A: Yes. It is important to note that the disgorgement can only apply to the monies received by this particular defendant, the defendant in the case. Let us look once again at the example of insider trading. I'm the tipster. I tell you some juicy information that implies that somebody's stock is about to rise. You trade, you make money. The SEC then tries to force me to disgorge the profits that you received. This happens all the time - the SEC seeks to force the tipster to disgorge the profits that the other person received.

Q: So have they been going ultra vires all the time?

A: They have. Now, the SEC can only demand the disgorgement of money that the perpetrator received.

Q: The case comes three years after the Supreme Court ruled in Kokesh v SEC. What is the story behind that?

A: Before Kokesh there was no rule for how long the SEC has to bring a case. Now, thanks to that case, it only has five years on from the date of commission of the offence. Kokesh said that the SEC can only wait five years after the conduct. After that, it can no longer get disgorgement. For decades before Kokesh, the SEC pretended that the five years mentioned in the statute didn't apply to disgorgement. The Supreme Court said 'wrong!' It said that because disgorgement is often more of a penalty than it is a required remedy, the SEC cannot talk as though it is a required remedy.

Justice Sotomayor raised the possibility during Kokesh: can we be sure that the SEC has the ability to require disgorgement? The present case, therefore, was a case that everyone was waiting for. The Supreme Court's answer to the question was "yes it is, but with limitations."

Q: So this case happened because she wanted it to?

A: Yes it did.

Q: The Supreme Court held that disgorgement is a penalty rather than a remediation and that the SEC had expanded it to include gains instead of just profits or compensation.
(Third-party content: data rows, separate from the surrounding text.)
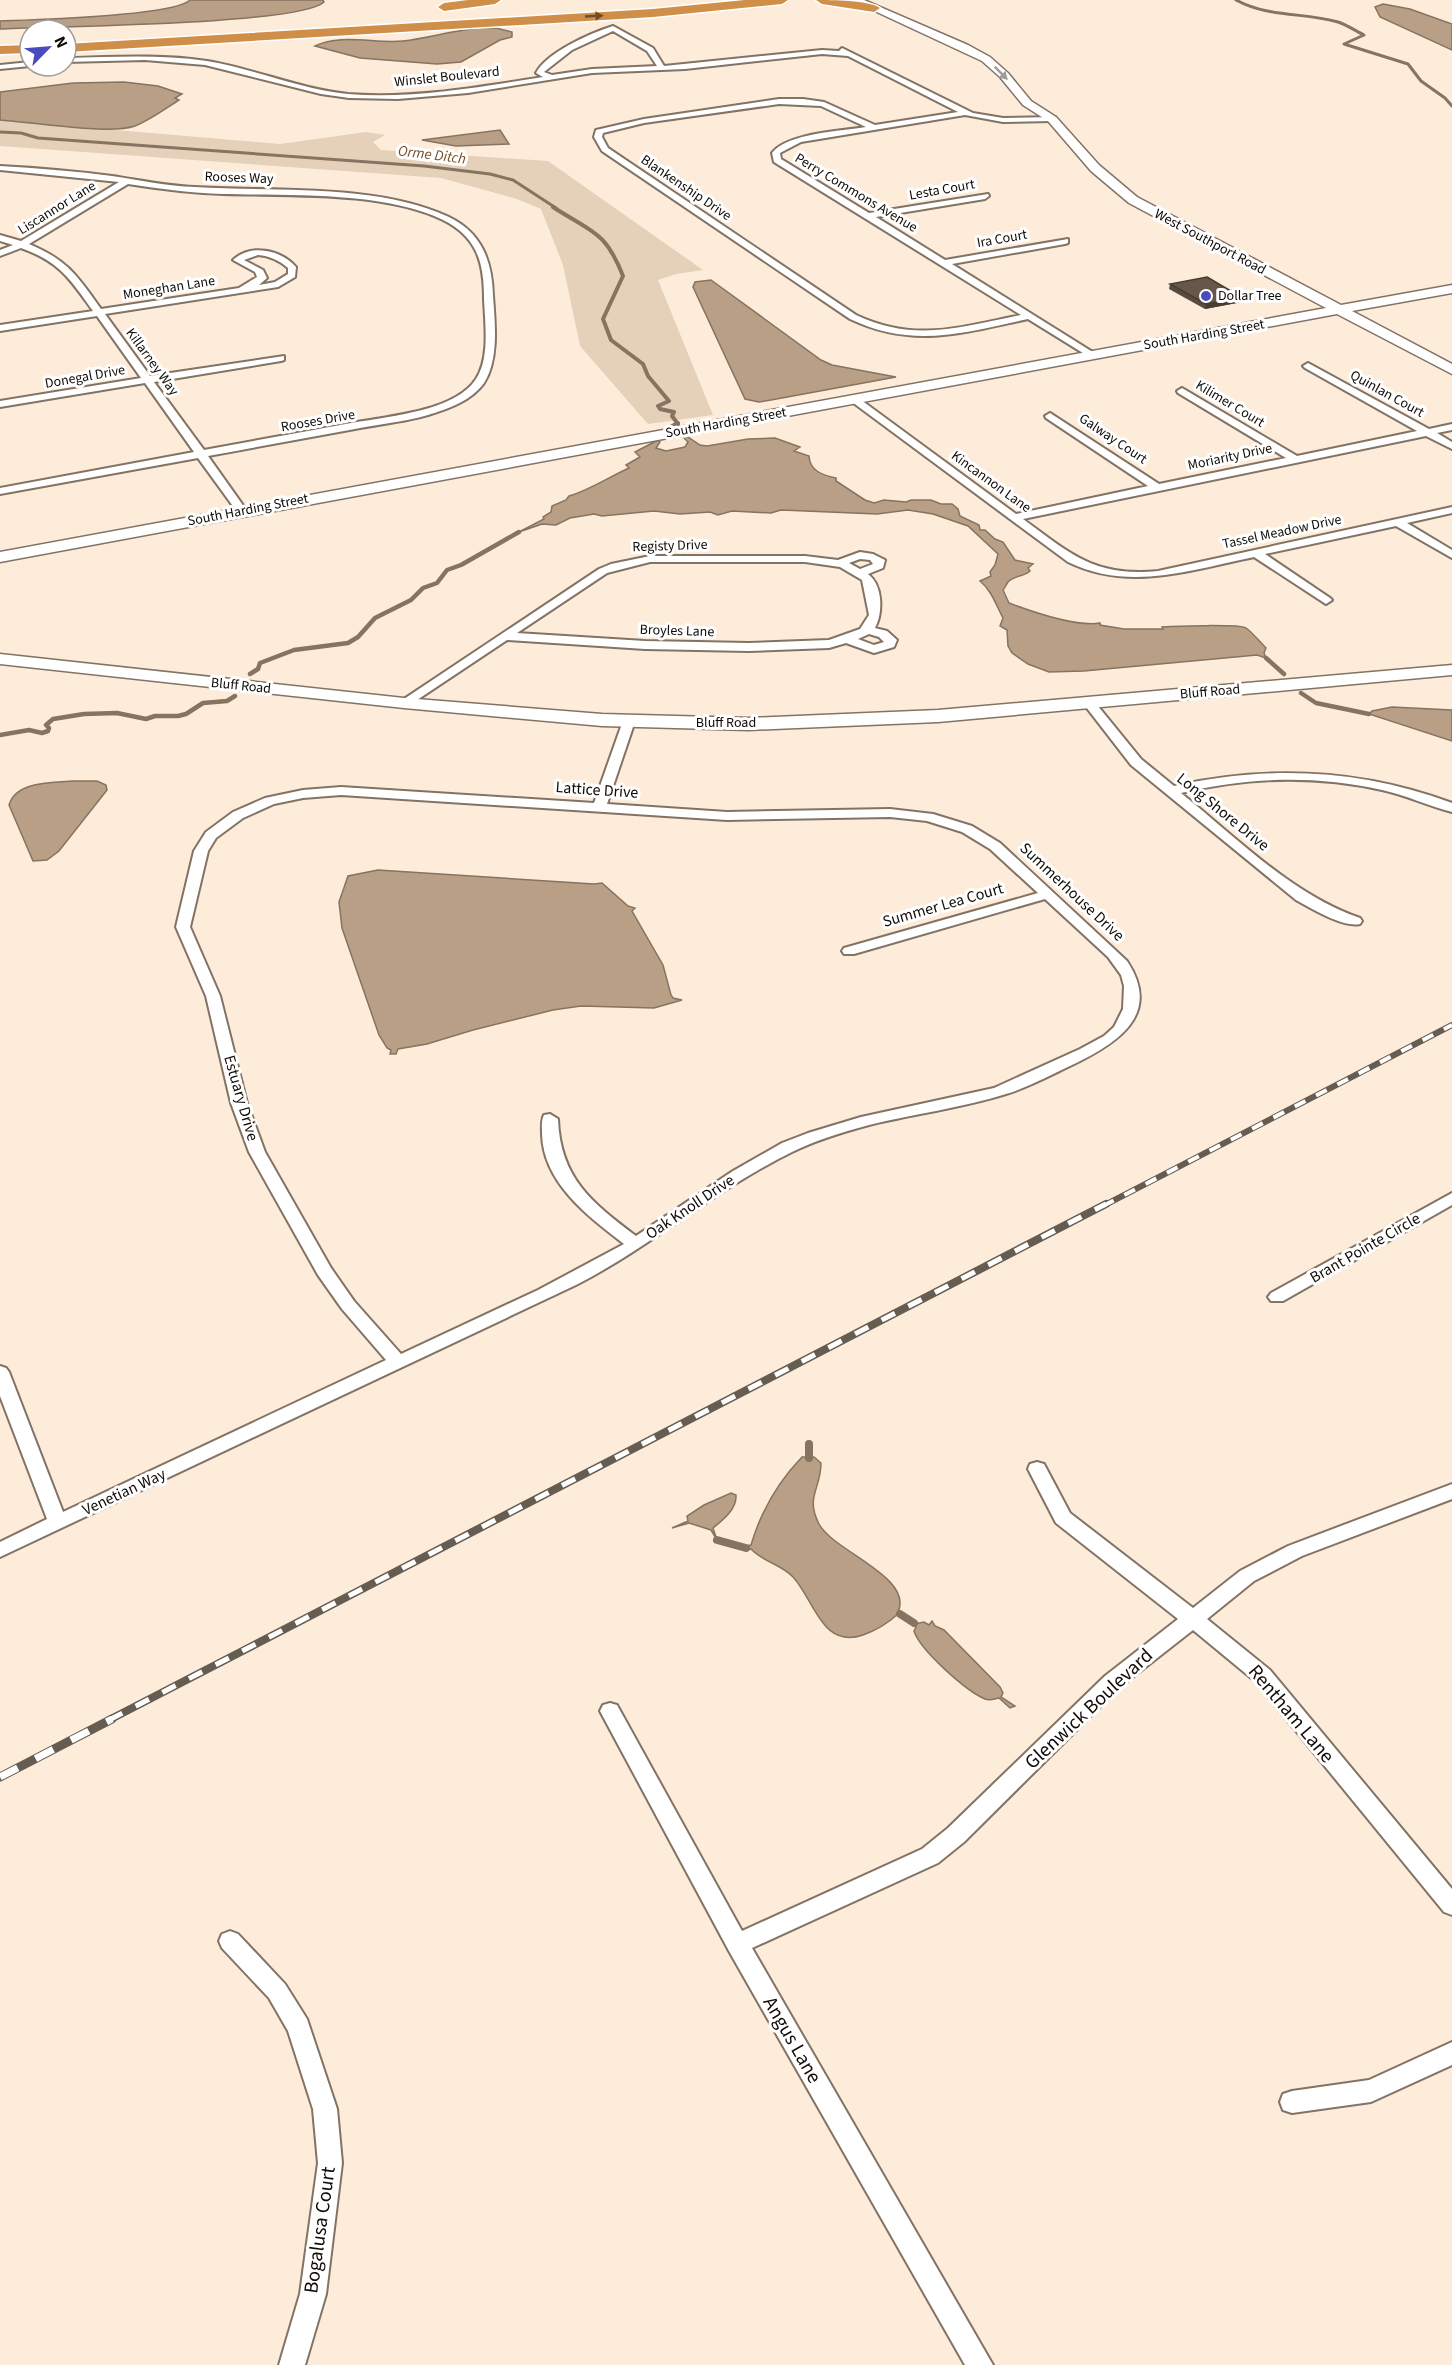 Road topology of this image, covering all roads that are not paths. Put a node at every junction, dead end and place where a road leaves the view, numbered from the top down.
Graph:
1 (793, 0) edge
2 (822, 0) edge
3 (856, 0) edge
4 (627, 1) edge
5 (776, 1) edge
6 (888, 1) edge
7 (499, 4) edge
8 (874, 8) junction
9 (430, 9) dead end
10 (354, 17) dead end
11 (347, 30) junction
12 (194, 32) junction
13 (78, 38) edge
14 (18, 40) edge
15 (0, 41) edge
16 (78, 47) edge
17 (18, 49) edge
18 (0, 50) edge
19 (78, 60) edge
20 (1009, 64) dead end
21 (18, 65) edge
22 (0, 67) edge
23 (662, 68) junction
24 (550, 77) junction
25 (1047, 103) dead end
26 (964, 113) junction
27 (1052, 119) junction
28 (873, 127) junction
29 (0, 168) edge
30 (127, 181) junction
31 (985, 196) dead end
32 (868, 216) junction
33 (471, 234) joint
34 (0, 238) edge
35 (1065, 241) dead end
36 (25, 244) junction
37 (0, 253) edge
38 (944, 263) junction
39 (1452, 290) edge
40 (240, 291) junction
41 (1338, 310) junction
42 (100, 313) junction
43 (1029, 316) junction
44 (0, 328) edge
45 (1094, 356) junction
46 (281, 358) dead end
47 (1308, 366) dead end
48 (1452, 370) edge
49 (149, 380) junction
50 (1182, 391) dead end
51 (853, 399) junction
52 (0, 405) edge
53 (1050, 416) dead end
54 (1452, 427) edge
55 (1427, 432) junction
56 (1452, 446) edge
57 (203, 456) junction
58 (1295, 459) junction
59 (1158, 488) junction
60 (0, 491) edge
61 (1452, 510) edge
62 (242, 511) junction
63 (1015, 517) junction
64 (1398, 522) junction
65 (1256, 553) junction
66 (1452, 555) edge
67 (0, 557) edge
68 (840, 564) junction
69 (860, 573) junction
70 (1118, 575) joint
71 (1326, 600) dead end
72 (866, 629) junction
73 (506, 636) junction
74 (848, 639) junction
75 (0, 659) edge
76 (1452, 670) edge
77 (404, 703) junction
78 (1089, 703) junction
79 (629, 721) junction
80 (1171, 791) junction
81 (599, 807) junction
82 (1452, 808) edge
83 (238, 815) joint
84 (957, 825) joint
85 (1048, 894) junction
86 (1355, 921) dead end
87 (849, 951) dead end
88 (1132, 1007) joint
89 (550, 1119) dead end
90 (1452, 1198) edge
91 (636, 1244) junction
92 (1277, 1297) dead end
93 (398, 1362) junction
94 (0, 1372) edge
95 (248, 1433) joint
96 (1037, 1469) dead end
97 (1452, 1491) edge
98 (58, 1523) junction
99 (0, 1550) edge
100 (1192, 1618) junction
101 (610, 1711) dead end
102 (1452, 1905) edge
103 (230, 1941) dead end
104 (737, 1944) junction
105 (1452, 2053) edge
106 (1292, 2102) dead end
107 (292, 2365) edge
108 (980, 2365) edge

1 - 5 highway
2 - 8 highway
3 - 8 main road, West Southport Road
4 - 11 highway
11 -> 5 highway
6 - 20 main road
7 - 9 highway
7 - 12 highway
8 -> 27 main road, West Southport Road
10 - 12 highway
11 - 16 highway
12 - 13 highway
14 - 15 highway
17 - 18 highway
19 - 24 street, Winslet Boulevard
21 - 22 street
23 - 24 street, Winslet Boulevard
23 - 24 street
23 - 26 street, Winslet Boulevard
25 - 27 main road, West Southport Road
26 - 27 street, Winslet Boulevard
26 - 28 street, Perry Commons Avenue
27 - 41 main road, West Southport Road
28 - 32 street, Perry Commons Avenue
28 - 43 street, Blankenship Drive
29 - 30 street, Rooses Way
30 - 33 street, Rooses Way
30 - 36 street, Liscannor Lane
31 - 32 street, Lesta Court
32 - 38 street, Perry Commons Avenue
33 - 57 street, Rooses Drive
34 - 36 street, Killarney Way
35 - 38 street, Ira Court
36 - 37 street, Liscannor Lane
36 - 42 street, Killarney Way
38 - 43 street, Perry Commons Avenue
39 - 41 main road, South Harding Street
40 - 40 street, Moneghan Lane
40 - 42 street, Moneghan Lane
41 - 45 main road, South Harding Street
41 - 48 main road, West Southport Road
42 - 44 street, Moneghan Lane
42 - 49 street, Killarney Way
43 - 45 street, Perry Commons Avenue
45 - 51 main road, South Harding Street
46 - 49 street, Donegal Drive
47 - 55 street, Quinlan Court
49 - 52 street, Donegal Drive
49 - 57 street, Killarney Way
50 - 58 street, Kilimer Court
51 - 62 main road, South Harding Street
51 - 63 street, Kincannon Lane
53 - 59 street, Galway Court
54 - 55 street, Moriarity Drive
55 - 56 street, Quinlan Court
55 - 58 street, Moriarity Drive
57 - 60 street, Rooses Drive
57 - 62 street, Killarney Way
58 - 59 street, Moriarity Drive
59 - 63 street, Moriarity Drive
61 - 64 street, Tassel Meadow Drive
62 - 67 main road, South Harding Street
63 - 70 street, Kincannon Lane
64 - 65 street, Tassel Meadow Drive
64 - 66 street
65 - 70 street, Tassel Meadow Drive
65 - 71 street
68 - 69 street, Registy Drive
68 - 69 street
68 - 73 street, Registy Drive
69 - 72 street
72 - 74 street, Broyles Lane
72 - 74 street
73 - 74 street, Broyles Lane
73 - 77 street, Registy Drive
75 - 77 main road, Bluff Road
76 - 78 main road, Bluff Road
77 - 79 main road, Bluff Road
78 - 79 main road, Bluff Road
78 - 80 street, Long Shore Drive
79 - 81 street
80 - 82 street
80 - 86 street, Long Shore Drive
81 - 83 street, Lattice Drive
81 - 84 street, Lattice Drive
83 - 93 street, Estuary Drive
84 - 85 street, Summerhouse Drive
85 - 87 street, Summer Lea Court
85 - 88 street, Summerhouse Drive
88 - 91 street, Oak Knoll Drive
89 - 91 street
90 - 92 street, Brant Pointe Circle
91 - 93 street, Oak Knoll Drive
93 - 95 street, Oak Knoll Drive
94 - 98 street
95 - 98 street, Venetian Way
96 - 100 street, Rentham Lane
97 - 100 street, Glenwick Boulevard
98 - 99 street, Venetian Way
100 - 102 street, Rentham Lane
100 - 104 street, Glenwick Boulevard
101 - 104 street, Angus Lane
103 - 107 street, Bogalusa Court
104 - 108 street, Angus Lane
105 - 106 street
What is the important point here?

A: The court said that the SEC can impose disgorgement as long as it's equitable. It pointed out limitations on a court's powers to impose disgorgement. It looks more like a penalty and less like an equitable remedy if the SEC does those three things we talked about. So in the present case, the court starts out by giving the SEC a win: yes, you can seek remediation as an equitable remedy. They win on the threshold issue but it only looks like that when it's not being punitive.